> [What you need to do] Below are some entries; state how many of their lines include the word "prantik" and give no more than that number.

> [Records shown]
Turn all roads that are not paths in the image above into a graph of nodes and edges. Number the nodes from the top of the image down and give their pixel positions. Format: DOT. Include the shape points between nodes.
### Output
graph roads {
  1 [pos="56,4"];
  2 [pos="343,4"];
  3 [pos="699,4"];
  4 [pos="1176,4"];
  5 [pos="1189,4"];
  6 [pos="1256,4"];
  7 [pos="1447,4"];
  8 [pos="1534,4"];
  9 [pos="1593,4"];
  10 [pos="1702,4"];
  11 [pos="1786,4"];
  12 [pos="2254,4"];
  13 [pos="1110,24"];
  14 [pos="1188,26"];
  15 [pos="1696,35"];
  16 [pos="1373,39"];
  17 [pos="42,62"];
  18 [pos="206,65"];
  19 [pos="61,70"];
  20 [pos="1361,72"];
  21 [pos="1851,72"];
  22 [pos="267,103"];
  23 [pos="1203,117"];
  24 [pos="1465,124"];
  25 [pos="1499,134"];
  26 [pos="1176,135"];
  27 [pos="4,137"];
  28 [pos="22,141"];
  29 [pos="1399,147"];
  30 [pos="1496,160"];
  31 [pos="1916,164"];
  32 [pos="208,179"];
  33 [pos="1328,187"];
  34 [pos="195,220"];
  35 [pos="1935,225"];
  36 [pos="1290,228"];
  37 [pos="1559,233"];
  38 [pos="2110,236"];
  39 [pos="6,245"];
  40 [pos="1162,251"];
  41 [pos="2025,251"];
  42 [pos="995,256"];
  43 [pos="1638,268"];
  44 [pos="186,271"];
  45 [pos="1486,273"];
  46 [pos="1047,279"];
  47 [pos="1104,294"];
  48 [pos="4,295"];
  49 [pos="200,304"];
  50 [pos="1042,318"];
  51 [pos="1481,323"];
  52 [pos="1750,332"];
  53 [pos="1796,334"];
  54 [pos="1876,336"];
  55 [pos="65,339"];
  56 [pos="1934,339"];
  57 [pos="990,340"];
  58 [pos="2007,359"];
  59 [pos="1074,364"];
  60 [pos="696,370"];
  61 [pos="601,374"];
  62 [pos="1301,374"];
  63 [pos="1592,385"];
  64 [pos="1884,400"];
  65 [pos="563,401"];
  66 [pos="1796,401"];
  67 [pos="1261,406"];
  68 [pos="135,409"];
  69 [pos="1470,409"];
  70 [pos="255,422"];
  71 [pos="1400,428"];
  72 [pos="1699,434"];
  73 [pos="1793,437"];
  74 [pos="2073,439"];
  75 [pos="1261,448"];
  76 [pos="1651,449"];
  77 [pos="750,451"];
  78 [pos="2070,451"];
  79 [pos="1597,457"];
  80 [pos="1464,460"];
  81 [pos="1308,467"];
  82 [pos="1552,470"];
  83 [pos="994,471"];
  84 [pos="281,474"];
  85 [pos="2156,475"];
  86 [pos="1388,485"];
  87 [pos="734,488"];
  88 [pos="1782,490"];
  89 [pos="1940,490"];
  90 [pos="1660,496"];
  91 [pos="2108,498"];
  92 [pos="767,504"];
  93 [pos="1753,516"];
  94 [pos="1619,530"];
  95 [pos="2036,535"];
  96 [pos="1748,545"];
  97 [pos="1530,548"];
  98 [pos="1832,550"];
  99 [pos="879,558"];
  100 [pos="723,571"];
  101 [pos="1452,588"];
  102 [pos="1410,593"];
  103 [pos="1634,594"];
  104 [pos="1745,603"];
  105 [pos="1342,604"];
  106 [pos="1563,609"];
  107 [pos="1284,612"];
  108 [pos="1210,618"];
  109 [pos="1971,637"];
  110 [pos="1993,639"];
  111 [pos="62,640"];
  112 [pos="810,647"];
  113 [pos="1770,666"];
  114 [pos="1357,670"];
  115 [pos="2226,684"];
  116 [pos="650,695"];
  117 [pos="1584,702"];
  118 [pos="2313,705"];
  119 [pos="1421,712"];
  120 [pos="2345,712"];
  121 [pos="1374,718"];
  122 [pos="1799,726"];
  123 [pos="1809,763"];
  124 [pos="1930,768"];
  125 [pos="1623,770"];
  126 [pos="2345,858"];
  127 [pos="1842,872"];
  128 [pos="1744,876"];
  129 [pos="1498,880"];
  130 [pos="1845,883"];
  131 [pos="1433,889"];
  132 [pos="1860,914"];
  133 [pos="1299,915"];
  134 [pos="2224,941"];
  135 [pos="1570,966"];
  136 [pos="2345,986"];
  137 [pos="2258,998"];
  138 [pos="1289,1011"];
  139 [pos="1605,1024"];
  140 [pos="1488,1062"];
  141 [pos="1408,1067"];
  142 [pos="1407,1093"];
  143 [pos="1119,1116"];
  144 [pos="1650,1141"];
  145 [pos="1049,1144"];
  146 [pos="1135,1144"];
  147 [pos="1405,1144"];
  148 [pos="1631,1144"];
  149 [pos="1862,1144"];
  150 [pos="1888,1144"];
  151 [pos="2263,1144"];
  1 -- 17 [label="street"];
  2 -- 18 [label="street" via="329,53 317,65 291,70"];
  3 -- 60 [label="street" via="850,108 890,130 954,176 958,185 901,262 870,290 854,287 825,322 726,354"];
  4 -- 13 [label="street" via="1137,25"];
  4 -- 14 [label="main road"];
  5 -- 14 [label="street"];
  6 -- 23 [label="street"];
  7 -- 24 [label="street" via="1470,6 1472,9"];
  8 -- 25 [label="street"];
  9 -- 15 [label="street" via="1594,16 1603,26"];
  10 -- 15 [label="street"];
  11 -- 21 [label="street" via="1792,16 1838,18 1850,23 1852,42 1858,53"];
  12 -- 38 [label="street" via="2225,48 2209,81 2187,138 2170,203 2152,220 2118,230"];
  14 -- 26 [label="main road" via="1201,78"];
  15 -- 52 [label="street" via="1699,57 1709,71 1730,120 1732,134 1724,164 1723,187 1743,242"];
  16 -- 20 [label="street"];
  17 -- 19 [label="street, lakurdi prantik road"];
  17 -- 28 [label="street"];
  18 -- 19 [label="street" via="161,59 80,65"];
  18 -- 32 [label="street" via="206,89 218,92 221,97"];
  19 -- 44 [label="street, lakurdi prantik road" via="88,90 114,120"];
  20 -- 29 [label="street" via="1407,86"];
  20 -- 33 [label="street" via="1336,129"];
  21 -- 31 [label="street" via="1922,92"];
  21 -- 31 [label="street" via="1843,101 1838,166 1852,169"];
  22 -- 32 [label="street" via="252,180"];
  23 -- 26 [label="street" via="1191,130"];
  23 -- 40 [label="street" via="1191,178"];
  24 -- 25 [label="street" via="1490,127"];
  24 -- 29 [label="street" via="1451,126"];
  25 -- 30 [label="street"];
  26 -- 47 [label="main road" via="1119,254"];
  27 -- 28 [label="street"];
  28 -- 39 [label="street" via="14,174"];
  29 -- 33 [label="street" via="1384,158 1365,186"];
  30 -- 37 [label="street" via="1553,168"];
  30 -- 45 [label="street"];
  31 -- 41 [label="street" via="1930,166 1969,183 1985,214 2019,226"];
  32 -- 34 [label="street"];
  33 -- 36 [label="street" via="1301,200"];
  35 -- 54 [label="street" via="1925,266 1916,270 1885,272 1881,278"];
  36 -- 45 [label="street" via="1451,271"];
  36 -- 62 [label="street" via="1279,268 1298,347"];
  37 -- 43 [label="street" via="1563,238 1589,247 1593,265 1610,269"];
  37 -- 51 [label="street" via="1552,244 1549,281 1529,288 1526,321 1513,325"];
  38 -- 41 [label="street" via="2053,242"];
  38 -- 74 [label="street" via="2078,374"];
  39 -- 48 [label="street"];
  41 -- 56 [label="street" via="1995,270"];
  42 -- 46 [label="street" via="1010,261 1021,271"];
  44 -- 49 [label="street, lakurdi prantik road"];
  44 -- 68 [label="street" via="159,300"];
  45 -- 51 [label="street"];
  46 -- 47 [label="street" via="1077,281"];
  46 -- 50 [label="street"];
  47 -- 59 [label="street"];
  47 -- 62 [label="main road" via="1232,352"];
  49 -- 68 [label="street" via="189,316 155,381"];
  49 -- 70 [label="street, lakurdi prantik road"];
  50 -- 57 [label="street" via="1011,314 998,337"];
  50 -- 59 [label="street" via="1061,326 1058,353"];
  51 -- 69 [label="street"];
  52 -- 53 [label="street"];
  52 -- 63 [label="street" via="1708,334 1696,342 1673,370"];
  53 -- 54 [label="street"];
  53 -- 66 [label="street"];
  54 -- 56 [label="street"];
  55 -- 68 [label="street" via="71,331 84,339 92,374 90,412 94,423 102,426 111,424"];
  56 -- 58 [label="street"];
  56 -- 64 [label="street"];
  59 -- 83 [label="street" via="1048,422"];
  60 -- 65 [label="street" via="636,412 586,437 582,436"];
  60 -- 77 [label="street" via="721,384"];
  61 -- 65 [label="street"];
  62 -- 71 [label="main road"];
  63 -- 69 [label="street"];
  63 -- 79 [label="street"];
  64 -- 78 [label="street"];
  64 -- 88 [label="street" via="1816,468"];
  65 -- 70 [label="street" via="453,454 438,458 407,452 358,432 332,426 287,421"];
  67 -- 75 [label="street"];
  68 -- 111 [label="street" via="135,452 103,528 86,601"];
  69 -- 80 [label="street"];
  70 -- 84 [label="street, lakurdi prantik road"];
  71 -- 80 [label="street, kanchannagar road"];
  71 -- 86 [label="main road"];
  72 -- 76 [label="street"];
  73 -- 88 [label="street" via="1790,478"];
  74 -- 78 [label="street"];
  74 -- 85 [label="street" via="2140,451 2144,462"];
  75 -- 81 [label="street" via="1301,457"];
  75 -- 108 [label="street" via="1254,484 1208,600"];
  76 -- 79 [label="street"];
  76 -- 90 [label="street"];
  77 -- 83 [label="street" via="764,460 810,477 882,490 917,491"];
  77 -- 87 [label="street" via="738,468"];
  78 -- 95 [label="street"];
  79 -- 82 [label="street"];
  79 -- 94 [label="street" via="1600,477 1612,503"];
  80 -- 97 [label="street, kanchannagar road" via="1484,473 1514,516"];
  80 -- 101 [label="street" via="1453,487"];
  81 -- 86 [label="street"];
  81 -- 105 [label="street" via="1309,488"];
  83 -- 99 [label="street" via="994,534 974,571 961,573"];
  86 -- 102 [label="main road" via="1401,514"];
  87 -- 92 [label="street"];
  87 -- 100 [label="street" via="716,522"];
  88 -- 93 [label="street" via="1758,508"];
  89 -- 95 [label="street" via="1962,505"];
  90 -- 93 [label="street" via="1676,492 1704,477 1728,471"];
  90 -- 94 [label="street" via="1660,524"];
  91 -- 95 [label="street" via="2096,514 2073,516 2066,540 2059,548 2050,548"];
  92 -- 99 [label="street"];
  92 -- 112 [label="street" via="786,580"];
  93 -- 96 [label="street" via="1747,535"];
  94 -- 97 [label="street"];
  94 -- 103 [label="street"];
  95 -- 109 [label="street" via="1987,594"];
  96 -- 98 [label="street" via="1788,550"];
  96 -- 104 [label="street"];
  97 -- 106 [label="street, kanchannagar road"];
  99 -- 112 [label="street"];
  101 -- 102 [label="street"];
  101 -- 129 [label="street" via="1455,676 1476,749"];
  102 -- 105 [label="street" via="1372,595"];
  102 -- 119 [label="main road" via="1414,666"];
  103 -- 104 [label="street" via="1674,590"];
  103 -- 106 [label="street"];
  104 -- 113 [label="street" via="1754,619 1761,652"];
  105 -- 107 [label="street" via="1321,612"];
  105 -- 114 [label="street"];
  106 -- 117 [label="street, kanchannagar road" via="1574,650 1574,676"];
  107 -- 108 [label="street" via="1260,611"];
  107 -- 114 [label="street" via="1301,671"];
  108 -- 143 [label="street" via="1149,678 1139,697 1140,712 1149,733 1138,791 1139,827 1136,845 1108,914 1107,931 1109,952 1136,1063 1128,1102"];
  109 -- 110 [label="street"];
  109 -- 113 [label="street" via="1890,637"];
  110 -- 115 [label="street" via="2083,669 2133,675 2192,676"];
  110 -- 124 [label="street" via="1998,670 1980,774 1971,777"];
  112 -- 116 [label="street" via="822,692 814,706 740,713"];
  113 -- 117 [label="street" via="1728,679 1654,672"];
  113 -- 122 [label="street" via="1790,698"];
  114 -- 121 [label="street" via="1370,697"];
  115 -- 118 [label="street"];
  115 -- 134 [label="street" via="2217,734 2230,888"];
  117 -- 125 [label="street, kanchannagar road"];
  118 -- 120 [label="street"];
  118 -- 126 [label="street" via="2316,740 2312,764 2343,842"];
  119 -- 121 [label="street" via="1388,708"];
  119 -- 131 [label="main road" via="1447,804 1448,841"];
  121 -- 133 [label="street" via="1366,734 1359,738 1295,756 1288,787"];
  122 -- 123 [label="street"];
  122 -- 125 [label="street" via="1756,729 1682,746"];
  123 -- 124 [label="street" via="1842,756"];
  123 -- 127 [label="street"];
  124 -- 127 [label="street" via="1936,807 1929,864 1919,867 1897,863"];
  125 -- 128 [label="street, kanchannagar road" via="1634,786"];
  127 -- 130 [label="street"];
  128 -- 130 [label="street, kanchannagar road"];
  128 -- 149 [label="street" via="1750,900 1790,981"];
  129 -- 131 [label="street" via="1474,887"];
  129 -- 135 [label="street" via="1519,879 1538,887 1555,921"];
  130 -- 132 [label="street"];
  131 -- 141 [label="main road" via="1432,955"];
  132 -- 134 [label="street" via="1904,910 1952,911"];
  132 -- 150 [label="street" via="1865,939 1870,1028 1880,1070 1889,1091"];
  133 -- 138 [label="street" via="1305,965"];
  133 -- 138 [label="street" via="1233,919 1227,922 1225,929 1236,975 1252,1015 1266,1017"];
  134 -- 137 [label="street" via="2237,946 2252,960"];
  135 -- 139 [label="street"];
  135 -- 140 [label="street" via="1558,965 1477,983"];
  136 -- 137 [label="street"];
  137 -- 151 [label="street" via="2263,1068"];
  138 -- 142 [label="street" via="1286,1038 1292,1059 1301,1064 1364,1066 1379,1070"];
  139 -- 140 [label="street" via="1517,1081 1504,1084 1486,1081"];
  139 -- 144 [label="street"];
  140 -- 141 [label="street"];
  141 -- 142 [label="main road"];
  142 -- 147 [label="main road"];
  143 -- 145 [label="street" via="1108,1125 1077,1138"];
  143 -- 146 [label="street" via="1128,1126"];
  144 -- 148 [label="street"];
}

> [Answer box] 5